▸ **What you need to do**: The records beneath should be printed exactly, and the pictures are to be left out.

--- Information ---

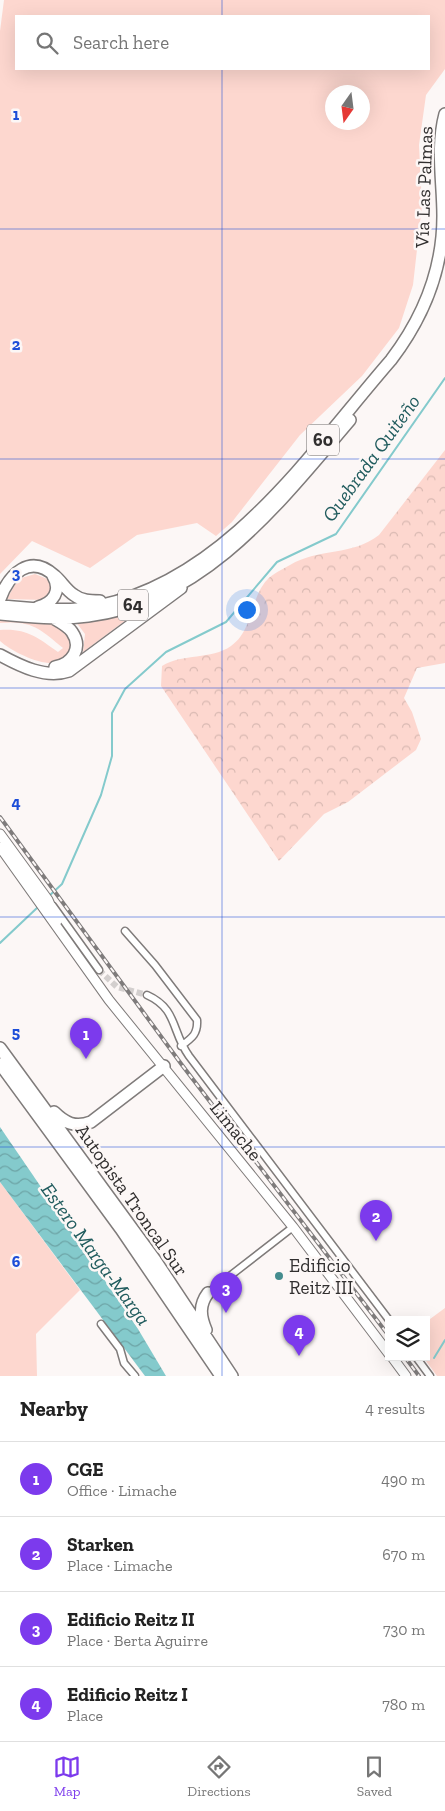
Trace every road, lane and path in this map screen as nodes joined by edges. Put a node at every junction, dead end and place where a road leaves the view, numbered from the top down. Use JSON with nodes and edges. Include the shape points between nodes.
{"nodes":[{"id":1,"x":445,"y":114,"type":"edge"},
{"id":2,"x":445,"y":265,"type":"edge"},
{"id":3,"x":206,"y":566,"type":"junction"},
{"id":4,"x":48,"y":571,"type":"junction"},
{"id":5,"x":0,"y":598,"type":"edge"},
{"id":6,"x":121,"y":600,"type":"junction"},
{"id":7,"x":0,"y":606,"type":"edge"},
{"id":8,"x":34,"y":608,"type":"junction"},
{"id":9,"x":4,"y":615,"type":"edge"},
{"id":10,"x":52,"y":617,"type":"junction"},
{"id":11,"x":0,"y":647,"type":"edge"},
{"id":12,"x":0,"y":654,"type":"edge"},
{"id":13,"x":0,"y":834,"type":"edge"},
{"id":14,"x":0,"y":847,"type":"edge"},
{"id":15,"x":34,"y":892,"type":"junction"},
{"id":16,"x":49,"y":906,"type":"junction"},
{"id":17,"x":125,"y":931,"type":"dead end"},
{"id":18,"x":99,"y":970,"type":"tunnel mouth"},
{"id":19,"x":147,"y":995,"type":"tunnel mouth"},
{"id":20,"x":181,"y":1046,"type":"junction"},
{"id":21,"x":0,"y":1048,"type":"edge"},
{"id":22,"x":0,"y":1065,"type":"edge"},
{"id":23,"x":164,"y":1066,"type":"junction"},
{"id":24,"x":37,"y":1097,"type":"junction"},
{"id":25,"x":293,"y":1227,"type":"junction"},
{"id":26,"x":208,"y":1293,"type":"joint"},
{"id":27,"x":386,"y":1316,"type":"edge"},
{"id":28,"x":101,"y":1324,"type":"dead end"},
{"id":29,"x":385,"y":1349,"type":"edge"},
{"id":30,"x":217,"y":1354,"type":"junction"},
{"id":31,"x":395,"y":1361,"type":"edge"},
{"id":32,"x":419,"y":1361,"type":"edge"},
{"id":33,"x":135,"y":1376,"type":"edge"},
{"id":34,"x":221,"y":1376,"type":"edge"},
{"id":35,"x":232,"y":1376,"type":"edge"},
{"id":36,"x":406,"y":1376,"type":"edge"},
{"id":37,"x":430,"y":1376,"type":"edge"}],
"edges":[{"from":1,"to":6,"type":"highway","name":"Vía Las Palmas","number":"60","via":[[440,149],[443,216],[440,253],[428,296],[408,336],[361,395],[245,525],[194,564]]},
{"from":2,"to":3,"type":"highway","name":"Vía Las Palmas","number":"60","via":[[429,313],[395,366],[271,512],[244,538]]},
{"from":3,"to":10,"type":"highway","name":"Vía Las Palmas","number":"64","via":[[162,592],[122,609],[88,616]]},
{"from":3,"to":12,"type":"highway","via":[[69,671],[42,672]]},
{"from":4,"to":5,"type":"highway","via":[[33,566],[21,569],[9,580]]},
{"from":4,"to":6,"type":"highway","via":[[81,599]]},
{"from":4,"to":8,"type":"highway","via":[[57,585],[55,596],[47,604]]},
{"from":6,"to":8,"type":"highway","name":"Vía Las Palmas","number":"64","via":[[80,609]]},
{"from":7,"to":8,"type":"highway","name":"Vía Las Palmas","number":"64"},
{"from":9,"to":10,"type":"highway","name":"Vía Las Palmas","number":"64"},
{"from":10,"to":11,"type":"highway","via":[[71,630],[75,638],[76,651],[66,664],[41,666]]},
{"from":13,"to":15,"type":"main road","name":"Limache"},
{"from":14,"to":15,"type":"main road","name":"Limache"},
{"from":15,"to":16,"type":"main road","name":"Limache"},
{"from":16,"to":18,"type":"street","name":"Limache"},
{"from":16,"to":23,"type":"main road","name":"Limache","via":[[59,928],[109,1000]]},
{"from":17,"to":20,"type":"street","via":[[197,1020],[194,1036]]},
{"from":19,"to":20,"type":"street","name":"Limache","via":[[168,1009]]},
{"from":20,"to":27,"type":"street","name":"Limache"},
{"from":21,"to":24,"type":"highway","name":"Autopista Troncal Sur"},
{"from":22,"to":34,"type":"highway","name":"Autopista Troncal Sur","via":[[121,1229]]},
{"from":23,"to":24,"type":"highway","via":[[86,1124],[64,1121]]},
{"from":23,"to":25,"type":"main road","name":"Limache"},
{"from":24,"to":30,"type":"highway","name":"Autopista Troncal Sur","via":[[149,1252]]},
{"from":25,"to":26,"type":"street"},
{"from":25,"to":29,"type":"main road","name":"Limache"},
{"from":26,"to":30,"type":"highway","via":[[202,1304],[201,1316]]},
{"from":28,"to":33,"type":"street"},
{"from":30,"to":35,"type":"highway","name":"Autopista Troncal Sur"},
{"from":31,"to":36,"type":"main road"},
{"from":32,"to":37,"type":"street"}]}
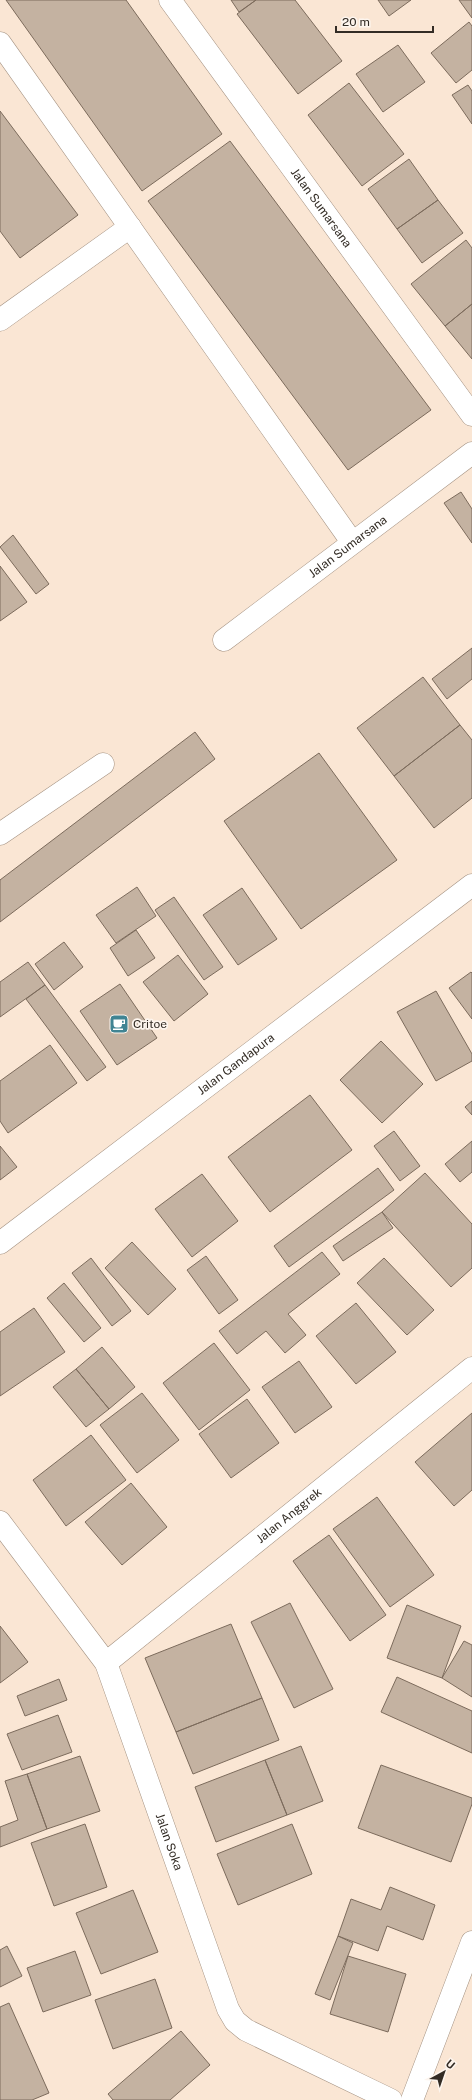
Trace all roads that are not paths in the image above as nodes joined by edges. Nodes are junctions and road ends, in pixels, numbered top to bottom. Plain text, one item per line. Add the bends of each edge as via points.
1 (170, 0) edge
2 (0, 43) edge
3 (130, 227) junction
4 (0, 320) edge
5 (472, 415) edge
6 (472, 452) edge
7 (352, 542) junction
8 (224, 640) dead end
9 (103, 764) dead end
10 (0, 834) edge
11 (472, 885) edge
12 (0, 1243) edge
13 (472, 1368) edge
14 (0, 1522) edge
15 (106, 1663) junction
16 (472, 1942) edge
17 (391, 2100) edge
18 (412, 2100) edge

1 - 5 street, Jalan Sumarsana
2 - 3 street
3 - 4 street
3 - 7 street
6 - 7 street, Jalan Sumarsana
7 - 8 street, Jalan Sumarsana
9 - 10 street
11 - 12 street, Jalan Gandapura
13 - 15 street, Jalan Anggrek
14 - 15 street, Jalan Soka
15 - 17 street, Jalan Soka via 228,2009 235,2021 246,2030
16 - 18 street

---

▸ **Result below**:
Trace every road, lane and path in this map screen as nodes joined by edges. Put a node at every junction, dead end and place where a road leaves the view, numbered from the top down. Use JSON with nodes and edges. Include the shape points between nodes.
{"nodes":[{"id":1,"x":445,"y":114,"type":"edge"},
{"id":2,"x":445,"y":265,"type":"edge"},
{"id":3,"x":206,"y":566,"type":"junction"},
{"id":4,"x":48,"y":571,"type":"junction"},
{"id":5,"x":0,"y":598,"type":"edge"},
{"id":6,"x":121,"y":600,"type":"junction"},
{"id":7,"x":0,"y":606,"type":"edge"},
{"id":8,"x":34,"y":608,"type":"junction"},
{"id":9,"x":4,"y":615,"type":"edge"},
{"id":10,"x":52,"y":617,"type":"junction"},
{"id":11,"x":0,"y":647,"type":"edge"},
{"id":12,"x":0,"y":654,"type":"edge"},
{"id":13,"x":0,"y":834,"type":"edge"},
{"id":14,"x":0,"y":847,"type":"edge"},
{"id":15,"x":34,"y":892,"type":"junction"},
{"id":16,"x":49,"y":906,"type":"junction"},
{"id":17,"x":125,"y":931,"type":"dead end"},
{"id":18,"x":99,"y":970,"type":"tunnel mouth"},
{"id":19,"x":147,"y":995,"type":"tunnel mouth"},
{"id":20,"x":181,"y":1046,"type":"junction"},
{"id":21,"x":0,"y":1048,"type":"edge"},
{"id":22,"x":0,"y":1065,"type":"edge"},
{"id":23,"x":164,"y":1066,"type":"junction"},
{"id":24,"x":37,"y":1097,"type":"junction"},
{"id":25,"x":293,"y":1227,"type":"junction"},
{"id":26,"x":208,"y":1293,"type":"joint"},
{"id":27,"x":386,"y":1316,"type":"edge"},
{"id":28,"x":101,"y":1324,"type":"dead end"},
{"id":29,"x":385,"y":1349,"type":"edge"},
{"id":30,"x":217,"y":1354,"type":"junction"},
{"id":31,"x":395,"y":1361,"type":"edge"},
{"id":32,"x":419,"y":1361,"type":"edge"},
{"id":33,"x":135,"y":1376,"type":"edge"},
{"id":34,"x":221,"y":1376,"type":"edge"},
{"id":35,"x":232,"y":1376,"type":"edge"},
{"id":36,"x":406,"y":1376,"type":"edge"},
{"id":37,"x":430,"y":1376,"type":"edge"}],
"edges":[{"from":1,"to":6,"type":"highway","name":"Vía Las Palmas","number":"60","via":[[440,149],[443,216],[440,253],[428,296],[408,336],[361,395],[245,525],[194,564]]},
{"from":2,"to":3,"type":"highway","name":"Vía Las Palmas","number":"60","via":[[429,313],[395,366],[271,512],[244,538]]},
{"from":3,"to":10,"type":"highway","name":"Vía Las Palmas","number":"64","via":[[162,592],[122,609],[88,616]]},
{"from":3,"to":12,"type":"highway","via":[[69,671],[42,672]]},
{"from":4,"to":5,"type":"highway","via":[[33,566],[21,569],[9,580]]},
{"from":4,"to":6,"type":"highway","via":[[81,599]]},
{"from":4,"to":8,"type":"highway","via":[[57,585],[55,596],[47,604]]},
{"from":6,"to":8,"type":"highway","name":"Vía Las Palmas","number":"64","via":[[80,609]]},
{"from":7,"to":8,"type":"highway","name":"Vía Las Palmas","number":"64"},
{"from":9,"to":10,"type":"highway","name":"Vía Las Palmas","number":"64"},
{"from":10,"to":11,"type":"highway","via":[[71,630],[75,638],[76,651],[66,664],[41,666]]},
{"from":13,"to":15,"type":"main road","name":"Limache"},
{"from":14,"to":15,"type":"main road","name":"Limache"},
{"from":15,"to":16,"type":"main road","name":"Limache"},
{"from":16,"to":18,"type":"street","name":"Limache"},
{"from":16,"to":23,"type":"main road","name":"Limache","via":[[59,928],[109,1000]]},
{"from":17,"to":20,"type":"street","via":[[197,1020],[194,1036]]},
{"from":19,"to":20,"type":"street","name":"Limache","via":[[168,1009]]},
{"from":20,"to":27,"type":"street","name":"Limache"},
{"from":21,"to":24,"type":"highway","name":"Autopista Troncal Sur"},
{"from":22,"to":34,"type":"highway","name":"Autopista Troncal Sur","via":[[121,1229]]},
{"from":23,"to":24,"type":"highway","via":[[86,1124],[64,1121]]},
{"from":23,"to":25,"type":"main road","name":"Limache"},
{"from":24,"to":30,"type":"highway","name":"Autopista Troncal Sur","via":[[149,1252]]},
{"from":25,"to":26,"type":"street"},
{"from":25,"to":29,"type":"main road","name":"Limache"},
{"from":26,"to":30,"type":"highway","via":[[202,1304],[201,1316]]},
{"from":28,"to":33,"type":"street"},
{"from":30,"to":35,"type":"highway","name":"Autopista Troncal Sur"},
{"from":31,"to":36,"type":"main road"},
{"from":32,"to":37,"type":"street"}]}
Trace all roads that are not paths in the image above as nodes joined by edges. Nodes are junctions and road ends, in pixels, numbered top to bottom. Plain text, one item per line. Add the bends of each edge as via points.
1 (170, 0) edge
2 (0, 43) edge
3 (130, 227) junction
4 (0, 320) edge
5 (472, 415) edge
6 (472, 452) edge
7 (352, 542) junction
8 (224, 640) dead end
9 (103, 764) dead end
10 (0, 834) edge
11 (472, 885) edge
12 (0, 1243) edge
13 (472, 1368) edge
14 (0, 1522) edge
15 (106, 1663) junction
16 (472, 1942) edge
17 (391, 2100) edge
18 (412, 2100) edge

1 - 5 street, Jalan Sumarsana
2 - 3 street
3 - 4 street
3 - 7 street
6 - 7 street, Jalan Sumarsana
7 - 8 street, Jalan Sumarsana
9 - 10 street
11 - 12 street, Jalan Gandapura
13 - 15 street, Jalan Anggrek
14 - 15 street, Jalan Soka
15 - 17 street, Jalan Soka via 228,2009 235,2021 246,2030
16 - 18 street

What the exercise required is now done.